Action item » The task calls for each record to be given again exactly.
BEGIN Available data
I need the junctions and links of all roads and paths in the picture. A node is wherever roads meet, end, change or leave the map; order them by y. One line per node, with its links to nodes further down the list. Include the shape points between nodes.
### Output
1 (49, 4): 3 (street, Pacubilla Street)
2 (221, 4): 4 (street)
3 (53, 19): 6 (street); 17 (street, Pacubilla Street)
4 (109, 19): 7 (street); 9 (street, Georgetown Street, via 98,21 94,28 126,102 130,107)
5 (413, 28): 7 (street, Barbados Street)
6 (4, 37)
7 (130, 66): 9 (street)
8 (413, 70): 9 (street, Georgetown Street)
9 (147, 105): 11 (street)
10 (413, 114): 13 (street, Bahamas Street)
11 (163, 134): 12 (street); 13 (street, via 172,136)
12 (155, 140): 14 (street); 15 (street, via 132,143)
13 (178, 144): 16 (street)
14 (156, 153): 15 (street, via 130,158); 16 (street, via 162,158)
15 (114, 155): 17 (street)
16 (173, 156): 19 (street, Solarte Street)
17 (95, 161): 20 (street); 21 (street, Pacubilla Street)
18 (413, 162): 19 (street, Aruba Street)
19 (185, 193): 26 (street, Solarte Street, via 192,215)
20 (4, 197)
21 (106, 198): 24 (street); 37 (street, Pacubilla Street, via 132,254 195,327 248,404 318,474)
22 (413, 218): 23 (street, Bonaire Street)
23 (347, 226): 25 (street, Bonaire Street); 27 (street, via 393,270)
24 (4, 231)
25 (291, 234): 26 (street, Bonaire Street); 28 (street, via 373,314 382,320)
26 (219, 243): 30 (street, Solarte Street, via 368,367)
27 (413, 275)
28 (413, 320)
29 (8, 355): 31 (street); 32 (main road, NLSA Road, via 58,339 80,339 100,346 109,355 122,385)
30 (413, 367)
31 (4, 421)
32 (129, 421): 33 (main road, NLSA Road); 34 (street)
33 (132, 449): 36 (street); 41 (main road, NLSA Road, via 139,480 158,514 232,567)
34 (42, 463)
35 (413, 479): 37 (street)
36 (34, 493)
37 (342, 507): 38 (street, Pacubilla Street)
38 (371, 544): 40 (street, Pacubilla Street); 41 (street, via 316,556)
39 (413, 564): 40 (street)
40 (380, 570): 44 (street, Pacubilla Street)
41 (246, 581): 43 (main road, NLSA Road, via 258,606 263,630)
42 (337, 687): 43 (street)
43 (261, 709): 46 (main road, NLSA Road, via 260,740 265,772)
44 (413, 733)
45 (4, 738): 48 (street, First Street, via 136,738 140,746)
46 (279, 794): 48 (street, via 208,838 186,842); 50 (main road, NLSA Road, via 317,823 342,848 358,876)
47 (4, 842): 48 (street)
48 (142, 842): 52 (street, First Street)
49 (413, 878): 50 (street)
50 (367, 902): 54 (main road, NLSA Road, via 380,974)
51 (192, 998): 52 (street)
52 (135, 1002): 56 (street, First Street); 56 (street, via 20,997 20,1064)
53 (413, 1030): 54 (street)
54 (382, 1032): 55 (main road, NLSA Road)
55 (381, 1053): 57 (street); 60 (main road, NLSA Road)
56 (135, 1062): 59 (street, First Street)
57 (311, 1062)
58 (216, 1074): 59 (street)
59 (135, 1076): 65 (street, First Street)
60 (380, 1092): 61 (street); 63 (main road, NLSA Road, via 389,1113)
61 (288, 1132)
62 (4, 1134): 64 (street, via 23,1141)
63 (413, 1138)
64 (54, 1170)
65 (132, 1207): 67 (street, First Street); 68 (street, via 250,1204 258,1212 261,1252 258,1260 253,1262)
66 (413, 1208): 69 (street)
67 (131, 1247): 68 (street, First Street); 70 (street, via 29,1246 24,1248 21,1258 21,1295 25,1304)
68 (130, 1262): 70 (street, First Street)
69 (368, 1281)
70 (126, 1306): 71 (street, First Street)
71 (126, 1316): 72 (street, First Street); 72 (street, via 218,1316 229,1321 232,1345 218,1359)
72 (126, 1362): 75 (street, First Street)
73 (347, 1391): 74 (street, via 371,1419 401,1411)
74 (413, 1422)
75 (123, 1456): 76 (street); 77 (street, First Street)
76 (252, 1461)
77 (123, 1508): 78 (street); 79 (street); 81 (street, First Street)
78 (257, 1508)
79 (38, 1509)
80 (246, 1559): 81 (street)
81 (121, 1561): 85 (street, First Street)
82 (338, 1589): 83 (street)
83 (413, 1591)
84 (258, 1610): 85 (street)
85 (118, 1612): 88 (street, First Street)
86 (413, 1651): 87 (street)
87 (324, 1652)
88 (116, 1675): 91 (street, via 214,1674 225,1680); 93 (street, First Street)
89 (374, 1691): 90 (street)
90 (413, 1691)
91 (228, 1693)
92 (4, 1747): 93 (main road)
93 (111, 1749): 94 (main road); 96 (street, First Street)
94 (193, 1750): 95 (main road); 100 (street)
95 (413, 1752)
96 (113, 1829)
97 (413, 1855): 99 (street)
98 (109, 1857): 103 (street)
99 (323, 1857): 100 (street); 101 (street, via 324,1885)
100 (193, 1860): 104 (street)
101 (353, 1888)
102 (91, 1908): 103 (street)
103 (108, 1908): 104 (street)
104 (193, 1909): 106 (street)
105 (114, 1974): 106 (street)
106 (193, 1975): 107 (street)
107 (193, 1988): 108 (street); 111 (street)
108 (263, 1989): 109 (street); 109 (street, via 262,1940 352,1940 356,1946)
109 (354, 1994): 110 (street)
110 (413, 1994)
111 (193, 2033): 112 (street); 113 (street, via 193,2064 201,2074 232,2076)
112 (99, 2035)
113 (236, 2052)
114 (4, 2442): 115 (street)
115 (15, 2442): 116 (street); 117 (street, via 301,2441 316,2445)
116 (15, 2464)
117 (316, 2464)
END Available data
Solution to the problem »
I need the junctions and links of all roads and paths in the picture. A node is wherever roads meet, end, change or leave the map; order them by y. One line per node, with its links to nodes further down the list. Include the shape points between nodes.
### Output
1 (49, 4): 3 (street, Pacubilla Street)
2 (221, 4): 4 (street)
3 (53, 19): 6 (street); 17 (street, Pacubilla Street)
4 (109, 19): 7 (street); 9 (street, Georgetown Street, via 98,21 94,28 126,102 130,107)
5 (413, 28): 7 (street, Barbados Street)
6 (4, 37)
7 (130, 66): 9 (street)
8 (413, 70): 9 (street, Georgetown Street)
9 (147, 105): 11 (street)
10 (413, 114): 13 (street, Bahamas Street)
11 (163, 134): 12 (street); 13 (street, via 172,136)
12 (155, 140): 14 (street); 15 (street, via 132,143)
13 (178, 144): 16 (street)
14 (156, 153): 15 (street, via 130,158); 16 (street, via 162,158)
15 (114, 155): 17 (street)
16 (173, 156): 19 (street, Solarte Street)
17 (95, 161): 20 (street); 21 (street, Pacubilla Street)
18 (413, 162): 19 (street, Aruba Street)
19 (185, 193): 26 (street, Solarte Street, via 192,215)
20 (4, 197)
21 (106, 198): 24 (street); 37 (street, Pacubilla Street, via 132,254 195,327 248,404 318,474)
22 (413, 218): 23 (street, Bonaire Street)
23 (347, 226): 25 (street, Bonaire Street); 27 (street, via 393,270)
24 (4, 231)
25 (291, 234): 26 (street, Bonaire Street); 28 (street, via 373,314 382,320)
26 (219, 243): 30 (street, Solarte Street, via 368,367)
27 (413, 275)
28 (413, 320)
29 (8, 355): 31 (street); 32 (main road, NLSA Road, via 58,339 80,339 100,346 109,355 122,385)
30 (413, 367)
31 (4, 421)
32 (129, 421): 33 (main road, NLSA Road); 34 (street)
33 (132, 449): 36 (street); 41 (main road, NLSA Road, via 139,480 158,514 232,567)
34 (42, 463)
35 (413, 479): 37 (street)
36 (34, 493)
37 (342, 507): 38 (street, Pacubilla Street)
38 (371, 544): 40 (street, Pacubilla Street); 41 (street, via 316,556)
39 (413, 564): 40 (street)
40 (380, 570): 44 (street, Pacubilla Street)
41 (246, 581): 43 (main road, NLSA Road, via 258,606 263,630)
42 (337, 687): 43 (street)
43 (261, 709): 46 (main road, NLSA Road, via 260,740 265,772)
44 (413, 733)
45 (4, 738): 48 (street, First Street, via 136,738 140,746)
46 (279, 794): 48 (street, via 208,838 186,842); 50 (main road, NLSA Road, via 317,823 342,848 358,876)
47 (4, 842): 48 (street)
48 (142, 842): 52 (street, First Street)
49 (413, 878): 50 (street)
50 (367, 902): 54 (main road, NLSA Road, via 380,974)
51 (192, 998): 52 (street)
52 (135, 1002): 56 (street, First Street); 56 (street, via 20,997 20,1064)
53 (413, 1030): 54 (street)
54 (382, 1032): 55 (main road, NLSA Road)
55 (381, 1053): 57 (street); 60 (main road, NLSA Road)
56 (135, 1062): 59 (street, First Street)
57 (311, 1062)
58 (216, 1074): 59 (street)
59 (135, 1076): 65 (street, First Street)
60 (380, 1092): 61 (street); 63 (main road, NLSA Road, via 389,1113)
61 (288, 1132)
62 (4, 1134): 64 (street, via 23,1141)
63 (413, 1138)
64 (54, 1170)
65 (132, 1207): 67 (street, First Street); 68 (street, via 250,1204 258,1212 261,1252 258,1260 253,1262)
66 (413, 1208): 69 (street)
67 (131, 1247): 68 (street, First Street); 70 (street, via 29,1246 24,1248 21,1258 21,1295 25,1304)
68 (130, 1262): 70 (street, First Street)
69 (368, 1281)
70 (126, 1306): 71 (street, First Street)
71 (126, 1316): 72 (street, First Street); 72 (street, via 218,1316 229,1321 232,1345 218,1359)
72 (126, 1362): 75 (street, First Street)
73 (347, 1391): 74 (street, via 371,1419 401,1411)
74 (413, 1422)
75 (123, 1456): 76 (street); 77 (street, First Street)
76 (252, 1461)
77 (123, 1508): 78 (street); 79 (street); 81 (street, First Street)
78 (257, 1508)
79 (38, 1509)
80 (246, 1559): 81 (street)
81 (121, 1561): 85 (street, First Street)
82 (338, 1589): 83 (street)
83 (413, 1591)
84 (258, 1610): 85 (street)
85 (118, 1612): 88 (street, First Street)
86 (413, 1651): 87 (street)
87 (324, 1652)
88 (116, 1675): 91 (street, via 214,1674 225,1680); 93 (street, First Street)
89 (374, 1691): 90 (street)
90 (413, 1691)
91 (228, 1693)
92 (4, 1747): 93 (main road)
93 (111, 1749): 94 (main road); 96 (street, First Street)
94 (193, 1750): 95 (main road); 100 (street)
95 (413, 1752)
96 (113, 1829)
97 (413, 1855): 99 (street)
98 (109, 1857): 103 (street)
99 (323, 1857): 100 (street); 101 (street, via 324,1885)
100 (193, 1860): 104 (street)
101 (353, 1888)
102 (91, 1908): 103 (street)
103 (108, 1908): 104 (street)
104 (193, 1909): 106 (street)
105 (114, 1974): 106 (street)
106 (193, 1975): 107 (street)
107 (193, 1988): 108 (street); 111 (street)
108 (263, 1989): 109 (street); 109 (street, via 262,1940 352,1940 356,1946)
109 (354, 1994): 110 (street)
110 (413, 1994)
111 (193, 2033): 112 (street); 113 (street, via 193,2064 201,2074 232,2076)
112 (99, 2035)
113 (236, 2052)
114 (4, 2442): 115 (street)
115 (15, 2442): 116 (street); 117 (street, via 301,2441 316,2445)
116 (15, 2464)
117 (316, 2464)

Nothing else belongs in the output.